Everyone in Administration is happy to report that the transition out of holiday mode is now complete and all branches of the N.T.A.B. are back to their normal settings and configurations. We hope the same is going on at your bunker; if you need any assistance with reconfiguring anything, please call us on the Green hotline and Press Option 3. We’re happy to help out!
The short but intense holiday schedule has played merry hell with our production timeline and plans are underway to get everything back on schedule by the end of the month. We have, in fact, sequestered ourselves at a work-based retreat in the mutant-infested vicinity of Oklahoma City to get caught up and, if possible, a little ahead of our own projected due dates. Fingers crossed, and good luck!
Dumbasses and Dickishness
If you’re reading this newsletter, there’s a better than even chance you’ve heard something about the blow-up over Dungeons & Dragons in the past two weeks. But just in case you don’t know about the Open Game License and what Hasbro (the owners of D&D) are trying to do, this video by The Alexandrian is super clear and about as concise as it can be, given all of the twists and turns of the last twenty years.

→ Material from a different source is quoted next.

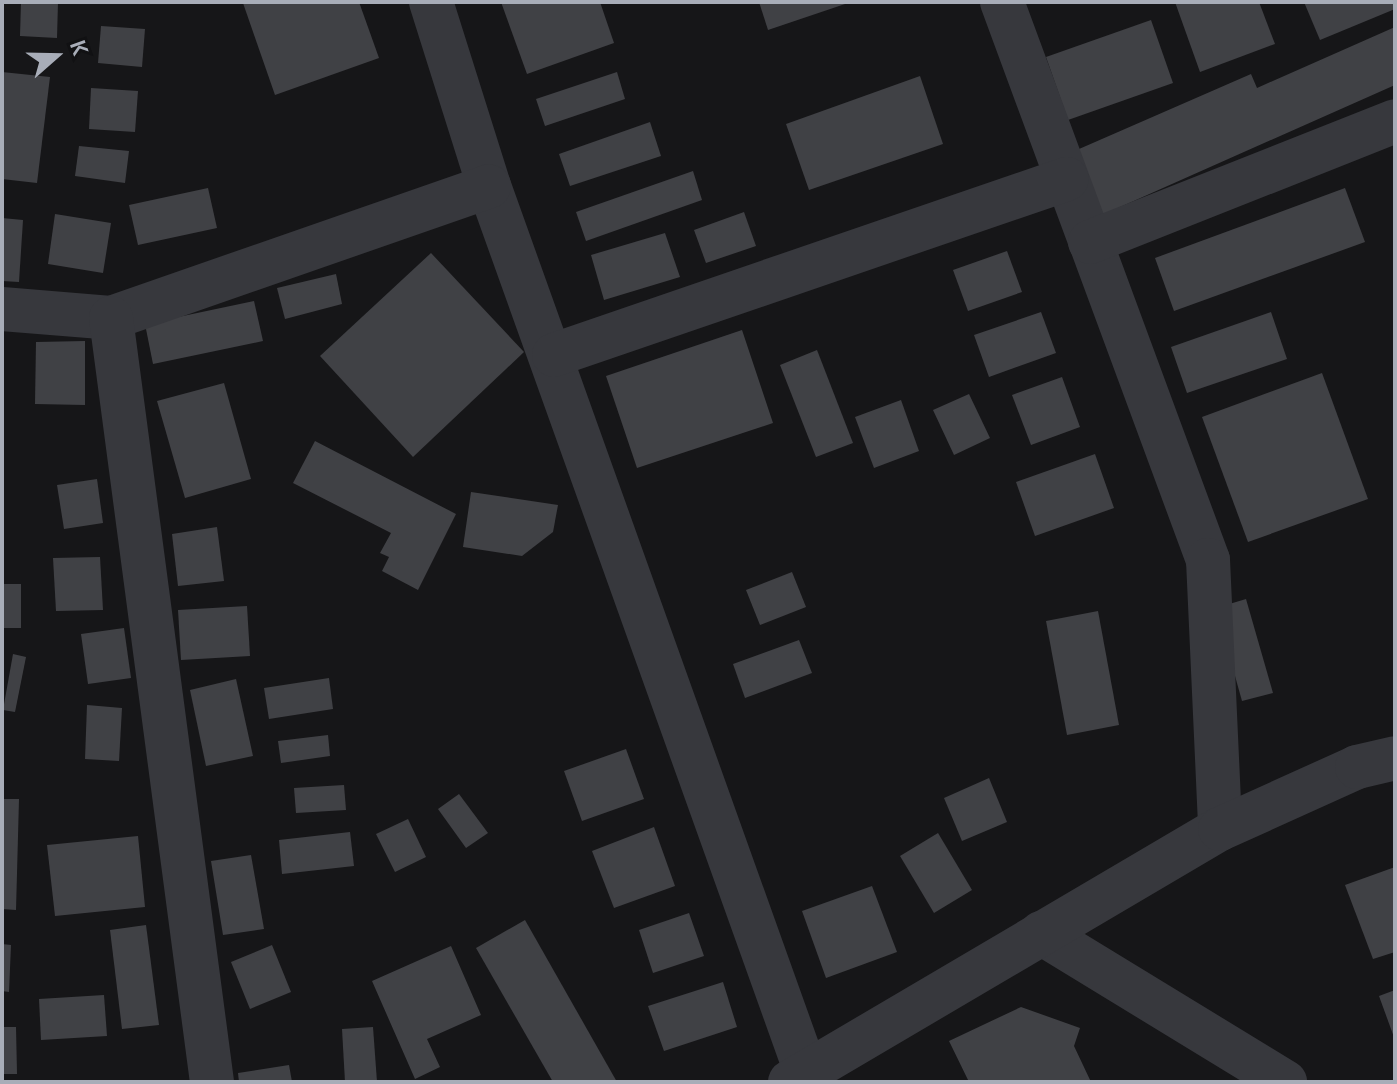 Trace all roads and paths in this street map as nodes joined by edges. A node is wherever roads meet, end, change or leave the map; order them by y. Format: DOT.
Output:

As you might guess, their attempt to de-authorize a document they stated was irrevocable has sent shockwaves through the entire tabletop RPG biome, since the OGL had a direct hand in stimulating and growing and sustaining the largest third-party publishers on down to *ahem* guys making a few hundred gaming zines to sell at conventions, and all points in between.
Passions and tempers have run incredibly high, and it’s produced, um, a few memes.
In the ten days from the “leaked draft” bombshell and now, the entire ttrpg community has banded together and several third party publishers are hard at work creating new OGLs for their systems that will be completely devoid of verbiage from the extant OGL and available for all to use in perpetuity. Paizo (the publishers of Pathfinder) have started calling their version the Open RPG Creative License (ORC). You just gotta love that.
It's hitting me in the bread basket, too. My ZineQuest 5 project was to be entwined with the OGL for making 5th edition content. Even if I fly my pirate flag in open defiance (they can’t legally keep me from using the old OGL), will anyone even buy a quarterly gaming zine full of fresh content for your 5th edition game? I’m THIS close to chucking out about 100,00 words worth of content and starting over, re-writing for Dungeon Crawl Classics, a D&D retroclone I love, but don’t regularly play, because everyone still wants to play “official” (like that’s even a thing) D&D. But, after all this, is that going to be the case? I don’t know. No one knows.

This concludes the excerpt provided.